La capacidad de liderazgo de Blair y la brillantez de su oratoria, que le han convertido en el mayor activo del partido en los últimos 10 años, se pusieron una vez más de manifiesto durante su intervención de Manchester. No era un discurso, ni una situación fáciles. Junto a ardientes partidarios del New Labour, se encontraban los representantes del viejo laborismo, que siempre consideraron a Blair como un desviacionista, y los sindicalistas, algunos de los cuales le habían abucheado una semana antes en el congreso de los Trade Unions. Entre otras cosas, tenía que hablar de Brown, pero sin ungirlo totalmente.
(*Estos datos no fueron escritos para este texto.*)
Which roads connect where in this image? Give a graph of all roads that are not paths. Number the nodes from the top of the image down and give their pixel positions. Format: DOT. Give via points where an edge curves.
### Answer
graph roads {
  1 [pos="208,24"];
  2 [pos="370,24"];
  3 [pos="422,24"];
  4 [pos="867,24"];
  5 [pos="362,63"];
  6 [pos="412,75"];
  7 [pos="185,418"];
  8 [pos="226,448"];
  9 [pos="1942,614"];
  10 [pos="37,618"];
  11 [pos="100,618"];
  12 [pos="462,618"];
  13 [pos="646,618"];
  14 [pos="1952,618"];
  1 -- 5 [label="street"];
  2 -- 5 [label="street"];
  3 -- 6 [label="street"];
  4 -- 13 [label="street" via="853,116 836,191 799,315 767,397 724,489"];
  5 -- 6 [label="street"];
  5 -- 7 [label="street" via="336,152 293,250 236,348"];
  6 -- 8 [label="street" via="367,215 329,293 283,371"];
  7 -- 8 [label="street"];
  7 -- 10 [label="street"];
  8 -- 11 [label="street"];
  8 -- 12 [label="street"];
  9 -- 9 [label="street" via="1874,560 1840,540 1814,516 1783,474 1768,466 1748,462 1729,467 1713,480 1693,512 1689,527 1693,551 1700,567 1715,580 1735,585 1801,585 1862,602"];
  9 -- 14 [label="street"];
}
Una hábil frase, colada en medio del discurso, le sacó del apuro. "Es un hombre notable y un servidor del Estado, sin cuya colaboración nuestras tres victorias no se habrían conseguido". El resultado fue un triunfo total. Siete minutos y medio de ovación, -una verdadera marca para este tipo de congresos-, con los delegados puestos en pie, al final de un discurso de una hora, interrumpido continuamente por unos aplausos incesantes, que obligaron a Blair a salir a saludar, como una Callas cualquiera, después de haber hecho mutis por el foro. Churchill acuñó la célebre frase de "Gran Bretaña en su mejor hora" para definir el espíritu británico tras los bombardeos nazis. Sin duda, Manchester proporcionó a Blair his finest hour (su mejor hora).